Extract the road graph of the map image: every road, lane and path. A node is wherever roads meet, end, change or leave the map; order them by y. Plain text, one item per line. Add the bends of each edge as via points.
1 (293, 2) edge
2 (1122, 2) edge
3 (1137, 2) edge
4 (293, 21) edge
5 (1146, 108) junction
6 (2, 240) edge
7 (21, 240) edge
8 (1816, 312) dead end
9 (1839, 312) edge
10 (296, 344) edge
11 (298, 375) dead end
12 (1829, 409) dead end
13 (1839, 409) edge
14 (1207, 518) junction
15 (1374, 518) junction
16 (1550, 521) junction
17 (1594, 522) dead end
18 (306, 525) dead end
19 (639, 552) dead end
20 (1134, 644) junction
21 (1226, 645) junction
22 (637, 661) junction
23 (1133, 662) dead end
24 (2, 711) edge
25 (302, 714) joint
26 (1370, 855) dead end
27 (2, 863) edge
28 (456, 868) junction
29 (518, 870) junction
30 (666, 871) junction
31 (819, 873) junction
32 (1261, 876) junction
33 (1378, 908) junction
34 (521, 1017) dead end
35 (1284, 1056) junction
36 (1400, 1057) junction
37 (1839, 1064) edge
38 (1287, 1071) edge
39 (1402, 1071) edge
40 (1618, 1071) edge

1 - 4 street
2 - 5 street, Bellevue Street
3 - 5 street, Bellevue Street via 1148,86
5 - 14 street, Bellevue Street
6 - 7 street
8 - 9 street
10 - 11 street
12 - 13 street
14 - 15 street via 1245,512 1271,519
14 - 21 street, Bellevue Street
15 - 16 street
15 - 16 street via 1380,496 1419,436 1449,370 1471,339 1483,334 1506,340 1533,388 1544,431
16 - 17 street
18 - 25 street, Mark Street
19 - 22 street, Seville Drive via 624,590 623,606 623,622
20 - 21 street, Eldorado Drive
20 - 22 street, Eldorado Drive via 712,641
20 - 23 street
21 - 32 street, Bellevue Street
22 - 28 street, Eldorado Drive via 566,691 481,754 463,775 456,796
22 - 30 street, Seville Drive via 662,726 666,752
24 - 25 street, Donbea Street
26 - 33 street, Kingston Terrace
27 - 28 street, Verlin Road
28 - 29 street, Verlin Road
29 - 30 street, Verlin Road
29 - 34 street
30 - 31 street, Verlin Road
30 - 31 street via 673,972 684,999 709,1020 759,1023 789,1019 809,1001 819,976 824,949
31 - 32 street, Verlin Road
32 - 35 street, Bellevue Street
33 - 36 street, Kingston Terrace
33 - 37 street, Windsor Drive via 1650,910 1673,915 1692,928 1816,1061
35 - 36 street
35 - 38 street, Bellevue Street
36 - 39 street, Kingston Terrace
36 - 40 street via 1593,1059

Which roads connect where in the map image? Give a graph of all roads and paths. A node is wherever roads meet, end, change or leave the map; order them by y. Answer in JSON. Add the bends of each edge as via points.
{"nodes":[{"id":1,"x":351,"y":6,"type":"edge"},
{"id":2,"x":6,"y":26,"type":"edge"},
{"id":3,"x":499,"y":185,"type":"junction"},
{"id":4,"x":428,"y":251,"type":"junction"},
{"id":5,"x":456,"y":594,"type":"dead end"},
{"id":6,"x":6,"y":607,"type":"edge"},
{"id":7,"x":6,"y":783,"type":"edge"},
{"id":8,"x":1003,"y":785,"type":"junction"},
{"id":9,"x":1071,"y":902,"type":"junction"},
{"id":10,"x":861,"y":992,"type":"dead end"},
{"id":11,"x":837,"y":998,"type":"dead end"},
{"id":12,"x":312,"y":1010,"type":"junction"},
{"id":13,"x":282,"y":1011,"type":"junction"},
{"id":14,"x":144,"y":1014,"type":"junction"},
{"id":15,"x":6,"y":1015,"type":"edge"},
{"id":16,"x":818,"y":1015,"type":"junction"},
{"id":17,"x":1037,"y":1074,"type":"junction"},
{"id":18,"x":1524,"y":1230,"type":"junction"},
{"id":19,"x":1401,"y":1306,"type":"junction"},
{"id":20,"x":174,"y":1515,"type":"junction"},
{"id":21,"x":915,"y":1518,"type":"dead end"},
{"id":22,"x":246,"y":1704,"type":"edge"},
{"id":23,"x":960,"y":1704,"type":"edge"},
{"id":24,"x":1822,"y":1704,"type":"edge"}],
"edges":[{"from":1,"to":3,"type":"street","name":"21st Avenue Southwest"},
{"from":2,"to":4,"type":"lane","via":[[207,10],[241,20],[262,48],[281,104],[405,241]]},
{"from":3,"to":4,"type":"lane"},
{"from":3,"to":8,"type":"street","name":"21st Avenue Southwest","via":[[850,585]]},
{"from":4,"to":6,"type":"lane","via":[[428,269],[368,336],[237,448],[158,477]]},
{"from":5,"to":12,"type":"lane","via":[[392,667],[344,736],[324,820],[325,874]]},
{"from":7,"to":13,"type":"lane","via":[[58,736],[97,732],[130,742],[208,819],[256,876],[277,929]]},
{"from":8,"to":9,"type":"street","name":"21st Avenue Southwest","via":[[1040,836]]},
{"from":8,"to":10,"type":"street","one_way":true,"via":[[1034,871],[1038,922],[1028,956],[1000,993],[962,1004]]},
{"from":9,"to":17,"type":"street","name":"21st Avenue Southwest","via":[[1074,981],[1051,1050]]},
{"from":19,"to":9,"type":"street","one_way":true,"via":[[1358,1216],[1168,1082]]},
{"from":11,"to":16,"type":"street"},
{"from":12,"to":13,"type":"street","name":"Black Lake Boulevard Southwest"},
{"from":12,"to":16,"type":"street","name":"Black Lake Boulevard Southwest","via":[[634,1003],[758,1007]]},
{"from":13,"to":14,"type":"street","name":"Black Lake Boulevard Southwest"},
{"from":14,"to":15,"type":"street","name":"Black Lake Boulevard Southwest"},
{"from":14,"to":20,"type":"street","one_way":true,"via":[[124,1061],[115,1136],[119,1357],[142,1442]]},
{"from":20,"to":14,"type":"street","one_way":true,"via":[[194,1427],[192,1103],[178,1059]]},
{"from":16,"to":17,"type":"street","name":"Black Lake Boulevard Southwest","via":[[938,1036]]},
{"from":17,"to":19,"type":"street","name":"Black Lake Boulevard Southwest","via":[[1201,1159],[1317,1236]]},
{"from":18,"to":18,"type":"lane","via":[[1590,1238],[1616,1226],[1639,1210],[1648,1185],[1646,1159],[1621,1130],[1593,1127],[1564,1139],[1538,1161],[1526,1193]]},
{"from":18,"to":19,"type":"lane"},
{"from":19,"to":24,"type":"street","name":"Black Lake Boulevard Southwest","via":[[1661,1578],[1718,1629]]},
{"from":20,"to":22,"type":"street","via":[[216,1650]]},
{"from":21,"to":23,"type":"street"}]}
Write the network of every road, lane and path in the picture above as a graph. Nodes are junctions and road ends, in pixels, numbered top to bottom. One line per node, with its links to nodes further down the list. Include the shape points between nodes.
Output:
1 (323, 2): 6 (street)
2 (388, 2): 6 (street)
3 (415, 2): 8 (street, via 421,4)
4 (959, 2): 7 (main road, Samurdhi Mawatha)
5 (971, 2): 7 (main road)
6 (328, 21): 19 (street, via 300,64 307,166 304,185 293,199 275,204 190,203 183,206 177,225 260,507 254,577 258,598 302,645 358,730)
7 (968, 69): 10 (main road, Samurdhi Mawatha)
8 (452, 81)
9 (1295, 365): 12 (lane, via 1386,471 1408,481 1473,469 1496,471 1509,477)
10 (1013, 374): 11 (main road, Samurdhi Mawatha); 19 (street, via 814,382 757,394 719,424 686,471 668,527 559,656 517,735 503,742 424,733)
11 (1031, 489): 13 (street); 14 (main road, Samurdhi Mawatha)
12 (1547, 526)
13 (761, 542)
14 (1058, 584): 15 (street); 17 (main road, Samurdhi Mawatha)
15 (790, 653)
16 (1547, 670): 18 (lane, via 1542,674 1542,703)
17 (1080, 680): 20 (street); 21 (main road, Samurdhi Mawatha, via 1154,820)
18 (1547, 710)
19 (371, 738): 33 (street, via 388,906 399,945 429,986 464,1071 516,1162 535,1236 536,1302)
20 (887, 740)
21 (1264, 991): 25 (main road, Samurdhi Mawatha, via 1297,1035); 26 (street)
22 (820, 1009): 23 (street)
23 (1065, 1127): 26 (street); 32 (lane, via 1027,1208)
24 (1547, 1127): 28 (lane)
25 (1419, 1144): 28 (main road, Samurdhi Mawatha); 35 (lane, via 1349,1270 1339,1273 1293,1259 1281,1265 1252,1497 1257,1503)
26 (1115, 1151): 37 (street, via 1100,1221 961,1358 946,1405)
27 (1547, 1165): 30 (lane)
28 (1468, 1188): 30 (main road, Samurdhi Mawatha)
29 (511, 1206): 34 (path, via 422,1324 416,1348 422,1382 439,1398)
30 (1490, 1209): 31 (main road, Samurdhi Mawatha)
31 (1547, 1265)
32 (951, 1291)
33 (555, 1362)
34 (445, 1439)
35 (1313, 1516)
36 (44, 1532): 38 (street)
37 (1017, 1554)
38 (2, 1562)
•••••
> _WORK TO COMPLETE_:
When a line in the material above holds the word "every", copy that line.

> _TASK SOLUTION_:
Extract the road graph of the map image: every road, lane and path. A node is wherever roads meet, end, change or leave the map; order them by y. Plain text, one item per line. Add the bends of each edge as via points.
Write the network of every road, lane and path in the picture above as a graph. Nodes are junctions and road ends, in pixels, numbered top to bottom. One line per node, with its links to nodes further down the list. Include the shape points between nodes.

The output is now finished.